- Born: 1889 China
- Died: 1947 (aged 57–58) Kharkiv, Ukrainian SSR, Soviet Union
- Known for: Hiding a Ukrainian Jewish girl from the Nazis during World War II
- Title: Righteous Among the Nations
- Children: 2

= Pan Junshun =

Chinese Righteous Among the Nations

Pan Junshun (潘均順 (潘均顺, Pān Jūnshùn); 1889 – 1947), was the first Chinese national to be awarded the title Righteous Among the Nations for hiding and sheltering a Ukrainian Jewish girl during the occupation of part of the Soviet Union during World War II.

==Life==
Pan Junshun moved to Russia in 1916 looking for work. He settled in Moscow where he found work as a labourer. A communist, he decided to stay in the Soviet Union. He married and had two sons while living in Moscow, after which he moved to Kharkiv, Ukraine, in 1936. His wife died before the outbreak of World War II.
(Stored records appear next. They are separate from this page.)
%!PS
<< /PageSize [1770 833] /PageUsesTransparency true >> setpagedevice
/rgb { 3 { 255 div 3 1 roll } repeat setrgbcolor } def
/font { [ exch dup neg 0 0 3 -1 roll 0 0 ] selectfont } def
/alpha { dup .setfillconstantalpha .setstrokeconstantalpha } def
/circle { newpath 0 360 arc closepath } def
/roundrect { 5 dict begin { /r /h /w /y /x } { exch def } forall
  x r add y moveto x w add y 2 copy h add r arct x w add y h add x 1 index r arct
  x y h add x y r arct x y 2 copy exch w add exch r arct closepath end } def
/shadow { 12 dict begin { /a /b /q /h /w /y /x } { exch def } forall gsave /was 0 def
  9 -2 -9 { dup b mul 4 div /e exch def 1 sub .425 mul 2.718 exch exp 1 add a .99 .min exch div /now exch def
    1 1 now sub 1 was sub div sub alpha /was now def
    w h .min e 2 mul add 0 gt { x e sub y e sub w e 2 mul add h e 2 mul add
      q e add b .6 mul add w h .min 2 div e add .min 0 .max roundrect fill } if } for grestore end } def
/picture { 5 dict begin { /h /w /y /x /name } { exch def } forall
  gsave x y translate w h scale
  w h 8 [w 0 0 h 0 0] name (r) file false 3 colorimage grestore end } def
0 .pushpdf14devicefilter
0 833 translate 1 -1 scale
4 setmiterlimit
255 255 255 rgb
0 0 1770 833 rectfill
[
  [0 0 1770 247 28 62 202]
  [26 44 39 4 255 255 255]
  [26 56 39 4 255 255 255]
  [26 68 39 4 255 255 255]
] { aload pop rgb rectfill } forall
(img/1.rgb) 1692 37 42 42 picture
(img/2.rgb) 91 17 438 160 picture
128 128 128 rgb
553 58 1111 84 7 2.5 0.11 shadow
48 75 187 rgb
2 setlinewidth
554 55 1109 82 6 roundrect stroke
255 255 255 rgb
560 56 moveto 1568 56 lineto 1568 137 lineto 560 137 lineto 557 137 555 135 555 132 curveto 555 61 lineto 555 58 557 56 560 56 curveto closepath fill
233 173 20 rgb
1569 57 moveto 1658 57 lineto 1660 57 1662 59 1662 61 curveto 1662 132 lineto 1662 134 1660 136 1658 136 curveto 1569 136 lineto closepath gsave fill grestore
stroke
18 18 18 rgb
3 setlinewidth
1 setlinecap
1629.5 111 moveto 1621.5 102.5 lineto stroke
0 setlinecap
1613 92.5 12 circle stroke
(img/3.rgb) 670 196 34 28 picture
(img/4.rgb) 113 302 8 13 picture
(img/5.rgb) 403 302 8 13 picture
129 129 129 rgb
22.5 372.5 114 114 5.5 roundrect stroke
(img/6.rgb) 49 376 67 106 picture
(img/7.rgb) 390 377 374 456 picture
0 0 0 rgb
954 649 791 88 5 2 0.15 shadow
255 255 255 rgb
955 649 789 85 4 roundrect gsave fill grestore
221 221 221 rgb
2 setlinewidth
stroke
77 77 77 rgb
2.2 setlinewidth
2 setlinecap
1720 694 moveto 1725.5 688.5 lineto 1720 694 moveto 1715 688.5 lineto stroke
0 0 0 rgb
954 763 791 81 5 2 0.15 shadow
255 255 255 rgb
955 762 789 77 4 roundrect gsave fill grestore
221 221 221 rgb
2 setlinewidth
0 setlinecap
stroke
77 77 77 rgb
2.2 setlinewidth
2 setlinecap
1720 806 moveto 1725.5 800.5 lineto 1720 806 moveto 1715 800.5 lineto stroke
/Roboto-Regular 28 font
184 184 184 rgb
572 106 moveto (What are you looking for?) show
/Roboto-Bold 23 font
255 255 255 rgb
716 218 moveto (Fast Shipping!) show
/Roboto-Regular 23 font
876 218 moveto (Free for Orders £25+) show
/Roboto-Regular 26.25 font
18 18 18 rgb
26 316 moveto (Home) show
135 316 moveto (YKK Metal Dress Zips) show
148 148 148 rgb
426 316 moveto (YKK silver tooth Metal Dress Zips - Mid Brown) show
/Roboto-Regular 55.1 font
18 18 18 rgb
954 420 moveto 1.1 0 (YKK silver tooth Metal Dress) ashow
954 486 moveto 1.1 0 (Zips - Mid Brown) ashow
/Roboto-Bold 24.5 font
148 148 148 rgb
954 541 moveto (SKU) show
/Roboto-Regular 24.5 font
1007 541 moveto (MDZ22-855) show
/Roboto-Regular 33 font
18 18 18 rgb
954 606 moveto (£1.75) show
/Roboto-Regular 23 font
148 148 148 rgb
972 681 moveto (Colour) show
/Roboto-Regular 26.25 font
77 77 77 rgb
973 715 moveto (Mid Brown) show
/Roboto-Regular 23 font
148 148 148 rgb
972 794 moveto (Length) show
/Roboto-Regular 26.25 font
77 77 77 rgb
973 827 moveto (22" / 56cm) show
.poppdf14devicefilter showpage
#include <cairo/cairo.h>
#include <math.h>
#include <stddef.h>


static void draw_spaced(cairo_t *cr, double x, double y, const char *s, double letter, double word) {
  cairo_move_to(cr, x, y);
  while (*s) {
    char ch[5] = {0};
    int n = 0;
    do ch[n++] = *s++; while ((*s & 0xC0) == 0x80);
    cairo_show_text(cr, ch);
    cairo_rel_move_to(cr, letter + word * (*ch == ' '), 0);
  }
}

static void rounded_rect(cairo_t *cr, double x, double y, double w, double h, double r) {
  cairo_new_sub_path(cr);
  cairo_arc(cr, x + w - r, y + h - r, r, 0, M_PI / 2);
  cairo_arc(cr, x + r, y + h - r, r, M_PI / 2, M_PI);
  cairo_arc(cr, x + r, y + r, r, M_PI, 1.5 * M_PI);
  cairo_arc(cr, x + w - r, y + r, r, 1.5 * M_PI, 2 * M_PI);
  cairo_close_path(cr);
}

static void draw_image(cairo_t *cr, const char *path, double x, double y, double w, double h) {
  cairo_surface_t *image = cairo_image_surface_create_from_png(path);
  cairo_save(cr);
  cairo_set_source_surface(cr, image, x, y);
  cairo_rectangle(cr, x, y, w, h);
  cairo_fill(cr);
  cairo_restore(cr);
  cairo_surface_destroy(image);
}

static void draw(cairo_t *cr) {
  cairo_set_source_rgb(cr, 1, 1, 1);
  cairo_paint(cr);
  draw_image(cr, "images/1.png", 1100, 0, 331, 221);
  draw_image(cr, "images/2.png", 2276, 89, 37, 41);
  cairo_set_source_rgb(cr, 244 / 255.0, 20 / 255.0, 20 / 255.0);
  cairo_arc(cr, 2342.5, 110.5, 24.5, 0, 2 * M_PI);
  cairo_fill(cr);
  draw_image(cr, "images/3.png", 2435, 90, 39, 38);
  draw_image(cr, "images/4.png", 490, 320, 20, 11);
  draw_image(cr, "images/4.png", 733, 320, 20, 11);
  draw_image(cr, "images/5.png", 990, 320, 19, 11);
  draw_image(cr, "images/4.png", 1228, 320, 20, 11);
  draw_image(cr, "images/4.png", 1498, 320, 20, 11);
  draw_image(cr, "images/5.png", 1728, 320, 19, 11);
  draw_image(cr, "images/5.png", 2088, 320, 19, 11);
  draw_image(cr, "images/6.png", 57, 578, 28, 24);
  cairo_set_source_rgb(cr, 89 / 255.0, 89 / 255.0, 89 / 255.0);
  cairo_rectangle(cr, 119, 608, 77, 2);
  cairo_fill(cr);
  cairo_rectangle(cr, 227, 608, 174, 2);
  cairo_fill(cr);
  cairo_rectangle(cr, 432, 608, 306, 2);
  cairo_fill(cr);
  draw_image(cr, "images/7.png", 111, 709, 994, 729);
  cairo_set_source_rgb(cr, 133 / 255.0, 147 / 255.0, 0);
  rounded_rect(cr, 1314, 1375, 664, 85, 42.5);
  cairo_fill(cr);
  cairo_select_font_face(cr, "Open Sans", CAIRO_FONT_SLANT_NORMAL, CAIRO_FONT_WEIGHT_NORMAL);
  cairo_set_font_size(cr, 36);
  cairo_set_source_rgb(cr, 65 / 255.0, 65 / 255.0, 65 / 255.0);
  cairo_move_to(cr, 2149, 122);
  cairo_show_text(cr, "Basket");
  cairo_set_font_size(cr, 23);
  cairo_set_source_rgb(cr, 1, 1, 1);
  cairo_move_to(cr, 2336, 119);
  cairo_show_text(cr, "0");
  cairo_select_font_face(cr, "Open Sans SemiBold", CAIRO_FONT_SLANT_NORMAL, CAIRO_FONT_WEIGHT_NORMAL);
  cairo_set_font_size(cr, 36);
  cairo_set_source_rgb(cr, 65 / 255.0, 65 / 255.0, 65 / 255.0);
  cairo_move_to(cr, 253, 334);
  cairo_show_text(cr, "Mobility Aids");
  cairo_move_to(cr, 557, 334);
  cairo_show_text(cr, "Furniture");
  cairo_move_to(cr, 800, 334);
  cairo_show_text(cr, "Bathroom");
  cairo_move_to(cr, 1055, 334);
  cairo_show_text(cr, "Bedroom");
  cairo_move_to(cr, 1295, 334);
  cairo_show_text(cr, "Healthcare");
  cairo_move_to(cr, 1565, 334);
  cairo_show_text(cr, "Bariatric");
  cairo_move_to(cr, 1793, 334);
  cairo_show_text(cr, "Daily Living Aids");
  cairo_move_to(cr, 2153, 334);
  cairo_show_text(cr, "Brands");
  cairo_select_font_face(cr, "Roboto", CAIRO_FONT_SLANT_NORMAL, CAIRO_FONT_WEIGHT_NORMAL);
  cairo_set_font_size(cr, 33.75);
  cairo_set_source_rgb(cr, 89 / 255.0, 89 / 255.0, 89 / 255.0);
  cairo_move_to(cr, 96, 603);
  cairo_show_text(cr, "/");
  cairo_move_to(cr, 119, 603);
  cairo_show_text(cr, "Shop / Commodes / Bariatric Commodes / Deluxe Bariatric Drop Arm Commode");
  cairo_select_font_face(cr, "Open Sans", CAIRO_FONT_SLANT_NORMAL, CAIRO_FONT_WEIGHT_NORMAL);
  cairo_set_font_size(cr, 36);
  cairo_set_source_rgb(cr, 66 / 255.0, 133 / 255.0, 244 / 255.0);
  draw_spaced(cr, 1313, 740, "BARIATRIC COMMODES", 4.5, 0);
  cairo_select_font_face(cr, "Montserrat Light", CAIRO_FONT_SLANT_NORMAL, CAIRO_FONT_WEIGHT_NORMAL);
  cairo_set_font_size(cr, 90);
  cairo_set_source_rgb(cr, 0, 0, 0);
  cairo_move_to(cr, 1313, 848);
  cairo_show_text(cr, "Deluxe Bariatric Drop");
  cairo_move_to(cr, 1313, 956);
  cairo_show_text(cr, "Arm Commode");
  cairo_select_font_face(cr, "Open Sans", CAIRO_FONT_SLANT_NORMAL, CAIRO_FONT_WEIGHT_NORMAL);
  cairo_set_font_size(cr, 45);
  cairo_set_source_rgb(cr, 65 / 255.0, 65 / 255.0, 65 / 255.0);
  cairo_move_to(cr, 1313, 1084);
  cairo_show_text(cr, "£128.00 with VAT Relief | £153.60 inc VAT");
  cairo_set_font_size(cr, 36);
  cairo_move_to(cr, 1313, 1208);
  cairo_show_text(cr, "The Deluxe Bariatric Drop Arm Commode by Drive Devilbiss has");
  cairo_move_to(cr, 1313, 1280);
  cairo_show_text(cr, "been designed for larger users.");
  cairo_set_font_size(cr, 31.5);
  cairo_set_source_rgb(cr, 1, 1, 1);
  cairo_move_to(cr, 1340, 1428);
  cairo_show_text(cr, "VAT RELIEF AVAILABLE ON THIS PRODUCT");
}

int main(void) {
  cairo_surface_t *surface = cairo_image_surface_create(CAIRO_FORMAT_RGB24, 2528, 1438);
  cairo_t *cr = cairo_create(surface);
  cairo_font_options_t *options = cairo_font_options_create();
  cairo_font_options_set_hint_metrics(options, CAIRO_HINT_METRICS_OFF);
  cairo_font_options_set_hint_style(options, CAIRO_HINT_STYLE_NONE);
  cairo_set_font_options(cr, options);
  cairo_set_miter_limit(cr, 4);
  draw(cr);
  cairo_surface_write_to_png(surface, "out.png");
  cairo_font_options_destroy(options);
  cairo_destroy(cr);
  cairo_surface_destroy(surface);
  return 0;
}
His two sons were drafted into the Red Army at the beginning of the war; they never returned home and were presumed to have been killed during the war. Pan, however, survived the war and continued to live in Kharkiv until his death in 1947.

==Righteous among the Nations==
Pan sheltered and hid Ludmilla Genrichovna, a Ukrainian Jewish girl who had escaped from a detention area set up by the occupying German Army. She escaped through the efforts of her mother, who realised that her children were likely to be killed as they were being transferred to another town.